I'll try to do so now, though. With a little bit of hindsight, and a lot of bit of (potential) foresight.
The final week I was in Cincinnati reminded me how much I'll miss living in that part of the country. I've grown very oddly affectionate of my home state, Kentucky, for example. K. & I found ourselves driving south more often than we did any other direction, in fact. There is an allure there that I kind of thought I'd moved beyond. In the past year ago, in particular, I've become fascinated with farming and traditional crafts, at the precise time in my life I was moving from one urban environment to an even more urban environment. I remain a man of pavement and people traffic, and yet I cling to a sense that the passing away of traditional arts of life & work is perhaps the final tragedy of our age. Is it still 'nostalgia' when you have never experienced something before and have no inclination to really experience it?
More important still, though, is the degree to which I realized I really love my family and friends. Unlike my last big move, this one really hurt. Between the mother who sold me her beloved car for a bargain-basement price; a brotherly best friend who goes out of his way to help me even when we rarely get to hang out; an older friend-mentor who buys me lunch & whisky, and who (with his wife) has hosted some of the best dinner conversations I've had in ages; to an old pastoral friend who, in spite of disagreeing with me about just about everything worth disagreeing about, lends me laptops and televisions and Sopranos DVDs; and a Hoosier household who buys my dog treats and toys for the road, supplies me with an endless supply of cookies, and has extended me an open-ended sanctuary for nearly five years -- I have a lot to miss.
As I drove west this past week, I was very regularly reminded of the things I will miss.

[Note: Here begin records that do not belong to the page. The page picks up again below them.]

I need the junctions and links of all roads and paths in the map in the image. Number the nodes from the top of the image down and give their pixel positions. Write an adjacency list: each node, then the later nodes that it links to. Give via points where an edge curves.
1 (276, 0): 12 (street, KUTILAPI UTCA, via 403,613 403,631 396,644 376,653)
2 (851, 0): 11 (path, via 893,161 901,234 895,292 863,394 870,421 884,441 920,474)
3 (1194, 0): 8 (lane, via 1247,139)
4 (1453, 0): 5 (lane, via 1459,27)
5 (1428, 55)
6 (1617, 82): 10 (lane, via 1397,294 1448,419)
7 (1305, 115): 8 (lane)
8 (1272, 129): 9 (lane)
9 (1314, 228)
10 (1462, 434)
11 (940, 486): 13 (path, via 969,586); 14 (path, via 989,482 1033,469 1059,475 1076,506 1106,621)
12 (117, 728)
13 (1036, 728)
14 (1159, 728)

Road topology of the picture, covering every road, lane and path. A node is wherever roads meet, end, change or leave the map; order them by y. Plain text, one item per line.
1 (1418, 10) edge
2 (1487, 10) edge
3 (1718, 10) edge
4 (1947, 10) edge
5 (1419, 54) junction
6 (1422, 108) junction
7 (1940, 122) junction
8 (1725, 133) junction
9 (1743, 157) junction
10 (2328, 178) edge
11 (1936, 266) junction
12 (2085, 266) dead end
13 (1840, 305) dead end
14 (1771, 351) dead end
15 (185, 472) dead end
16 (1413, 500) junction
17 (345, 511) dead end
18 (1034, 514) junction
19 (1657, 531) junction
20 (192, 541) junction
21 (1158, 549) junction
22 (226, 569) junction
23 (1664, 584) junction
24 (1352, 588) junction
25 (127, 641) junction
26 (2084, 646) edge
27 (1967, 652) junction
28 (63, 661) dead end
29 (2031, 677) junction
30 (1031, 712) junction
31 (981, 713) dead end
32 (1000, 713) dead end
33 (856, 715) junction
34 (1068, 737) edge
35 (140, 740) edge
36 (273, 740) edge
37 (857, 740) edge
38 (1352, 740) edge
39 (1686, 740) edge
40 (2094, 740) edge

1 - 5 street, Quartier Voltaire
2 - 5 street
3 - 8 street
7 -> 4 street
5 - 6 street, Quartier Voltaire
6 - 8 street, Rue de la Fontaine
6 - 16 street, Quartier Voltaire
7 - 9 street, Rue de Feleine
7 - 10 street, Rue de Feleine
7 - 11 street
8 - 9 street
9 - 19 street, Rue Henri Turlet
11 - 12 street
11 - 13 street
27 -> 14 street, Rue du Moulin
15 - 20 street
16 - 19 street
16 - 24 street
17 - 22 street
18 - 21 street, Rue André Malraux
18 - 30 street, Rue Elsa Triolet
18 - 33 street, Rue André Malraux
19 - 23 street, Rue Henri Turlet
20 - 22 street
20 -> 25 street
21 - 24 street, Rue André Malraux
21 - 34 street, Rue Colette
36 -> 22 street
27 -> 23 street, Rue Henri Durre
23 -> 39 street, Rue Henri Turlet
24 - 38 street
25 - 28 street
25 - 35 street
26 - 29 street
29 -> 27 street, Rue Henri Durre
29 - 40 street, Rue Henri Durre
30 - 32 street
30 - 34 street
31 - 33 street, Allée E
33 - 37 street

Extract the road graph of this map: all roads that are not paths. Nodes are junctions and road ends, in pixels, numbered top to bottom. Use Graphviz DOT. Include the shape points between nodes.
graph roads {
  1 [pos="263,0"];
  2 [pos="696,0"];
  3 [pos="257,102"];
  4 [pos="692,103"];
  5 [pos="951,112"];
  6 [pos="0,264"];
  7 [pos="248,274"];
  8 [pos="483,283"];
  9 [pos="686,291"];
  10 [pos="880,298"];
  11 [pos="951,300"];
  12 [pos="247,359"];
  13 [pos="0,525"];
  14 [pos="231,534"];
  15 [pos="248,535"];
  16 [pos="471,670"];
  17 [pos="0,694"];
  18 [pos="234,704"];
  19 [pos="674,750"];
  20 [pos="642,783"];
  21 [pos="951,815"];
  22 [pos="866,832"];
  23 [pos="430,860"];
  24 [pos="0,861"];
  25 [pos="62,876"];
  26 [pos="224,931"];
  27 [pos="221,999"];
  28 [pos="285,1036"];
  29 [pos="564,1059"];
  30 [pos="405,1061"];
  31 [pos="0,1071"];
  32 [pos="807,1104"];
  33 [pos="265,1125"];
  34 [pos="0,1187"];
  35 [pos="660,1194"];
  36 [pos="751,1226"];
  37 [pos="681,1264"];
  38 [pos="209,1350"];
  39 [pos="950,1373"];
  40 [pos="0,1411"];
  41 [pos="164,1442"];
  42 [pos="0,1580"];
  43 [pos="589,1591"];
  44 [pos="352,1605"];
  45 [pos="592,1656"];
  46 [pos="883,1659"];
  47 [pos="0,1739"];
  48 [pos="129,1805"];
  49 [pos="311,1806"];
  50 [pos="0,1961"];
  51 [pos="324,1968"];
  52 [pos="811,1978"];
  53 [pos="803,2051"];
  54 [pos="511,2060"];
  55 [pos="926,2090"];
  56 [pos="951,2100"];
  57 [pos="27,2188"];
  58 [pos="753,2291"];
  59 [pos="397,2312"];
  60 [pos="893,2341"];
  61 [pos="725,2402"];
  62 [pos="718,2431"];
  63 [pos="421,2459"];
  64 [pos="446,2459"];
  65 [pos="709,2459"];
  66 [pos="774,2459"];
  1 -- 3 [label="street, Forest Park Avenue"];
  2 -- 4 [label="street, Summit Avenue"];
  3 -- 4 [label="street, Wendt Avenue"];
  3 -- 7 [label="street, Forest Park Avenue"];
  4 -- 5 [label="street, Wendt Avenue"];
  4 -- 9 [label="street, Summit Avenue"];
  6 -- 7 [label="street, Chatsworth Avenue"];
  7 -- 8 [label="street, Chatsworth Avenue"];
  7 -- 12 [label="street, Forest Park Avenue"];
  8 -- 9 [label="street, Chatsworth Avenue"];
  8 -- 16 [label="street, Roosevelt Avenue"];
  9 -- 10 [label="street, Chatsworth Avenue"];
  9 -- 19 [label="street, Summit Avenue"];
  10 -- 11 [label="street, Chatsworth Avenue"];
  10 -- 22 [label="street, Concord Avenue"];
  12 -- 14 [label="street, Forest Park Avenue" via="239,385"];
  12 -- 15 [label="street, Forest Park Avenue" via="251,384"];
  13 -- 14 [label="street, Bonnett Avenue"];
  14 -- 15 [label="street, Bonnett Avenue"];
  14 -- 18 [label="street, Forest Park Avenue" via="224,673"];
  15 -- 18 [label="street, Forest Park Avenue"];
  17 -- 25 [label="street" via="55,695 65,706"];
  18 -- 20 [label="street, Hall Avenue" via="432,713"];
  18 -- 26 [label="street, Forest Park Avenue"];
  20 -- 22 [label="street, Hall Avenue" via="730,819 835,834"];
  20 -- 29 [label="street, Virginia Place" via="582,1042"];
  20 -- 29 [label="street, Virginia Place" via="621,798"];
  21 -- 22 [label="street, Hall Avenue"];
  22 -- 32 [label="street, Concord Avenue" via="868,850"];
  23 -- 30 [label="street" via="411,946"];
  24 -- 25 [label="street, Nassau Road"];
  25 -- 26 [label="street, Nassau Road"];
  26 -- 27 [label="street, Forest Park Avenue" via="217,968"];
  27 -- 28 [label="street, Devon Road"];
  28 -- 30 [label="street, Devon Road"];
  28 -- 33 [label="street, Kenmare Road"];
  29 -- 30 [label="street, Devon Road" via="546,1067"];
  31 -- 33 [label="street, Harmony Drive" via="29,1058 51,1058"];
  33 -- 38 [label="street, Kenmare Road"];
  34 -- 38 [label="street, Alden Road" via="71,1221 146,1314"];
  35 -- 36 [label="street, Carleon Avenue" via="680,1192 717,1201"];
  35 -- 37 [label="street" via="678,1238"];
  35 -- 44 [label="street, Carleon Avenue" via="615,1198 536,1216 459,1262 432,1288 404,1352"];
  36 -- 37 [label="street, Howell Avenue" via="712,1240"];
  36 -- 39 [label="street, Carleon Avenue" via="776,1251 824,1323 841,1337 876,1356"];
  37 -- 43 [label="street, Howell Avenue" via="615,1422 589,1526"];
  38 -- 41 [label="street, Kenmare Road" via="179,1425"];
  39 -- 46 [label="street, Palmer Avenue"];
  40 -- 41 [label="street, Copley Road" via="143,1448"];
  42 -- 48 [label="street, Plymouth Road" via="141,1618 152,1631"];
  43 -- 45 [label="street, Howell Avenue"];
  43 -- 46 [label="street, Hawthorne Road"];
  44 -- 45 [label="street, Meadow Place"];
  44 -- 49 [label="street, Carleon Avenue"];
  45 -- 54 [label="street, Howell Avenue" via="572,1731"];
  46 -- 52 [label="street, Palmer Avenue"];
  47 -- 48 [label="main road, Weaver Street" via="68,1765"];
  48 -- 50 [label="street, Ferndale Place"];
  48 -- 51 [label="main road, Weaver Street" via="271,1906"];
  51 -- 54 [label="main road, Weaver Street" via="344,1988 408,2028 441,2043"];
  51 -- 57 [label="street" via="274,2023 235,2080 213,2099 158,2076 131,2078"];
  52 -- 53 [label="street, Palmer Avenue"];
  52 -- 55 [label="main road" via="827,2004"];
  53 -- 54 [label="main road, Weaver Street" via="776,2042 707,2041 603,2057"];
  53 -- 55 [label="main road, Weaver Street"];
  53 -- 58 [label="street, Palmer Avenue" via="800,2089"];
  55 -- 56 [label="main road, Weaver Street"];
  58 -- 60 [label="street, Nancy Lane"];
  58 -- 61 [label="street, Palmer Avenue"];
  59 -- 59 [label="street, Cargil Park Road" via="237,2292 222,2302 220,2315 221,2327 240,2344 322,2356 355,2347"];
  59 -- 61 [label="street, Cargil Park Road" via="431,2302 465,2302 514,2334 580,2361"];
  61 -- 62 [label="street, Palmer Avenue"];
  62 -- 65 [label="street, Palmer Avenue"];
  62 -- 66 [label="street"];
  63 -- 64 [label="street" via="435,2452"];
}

And now, as I walked the streets of San Francisco yesterday and today, and as I now look out my hotel's nineteenth-floor window to see the streetcar rumble by, I don't miss any of these things & people any less. Ever peculiar, and ever melancholy, I know, I now look forward to the accumulation of more people and things worth missing.
I'm under no illusion that I've "settled down." Indeed, I only hope to feel this kind of sadness again.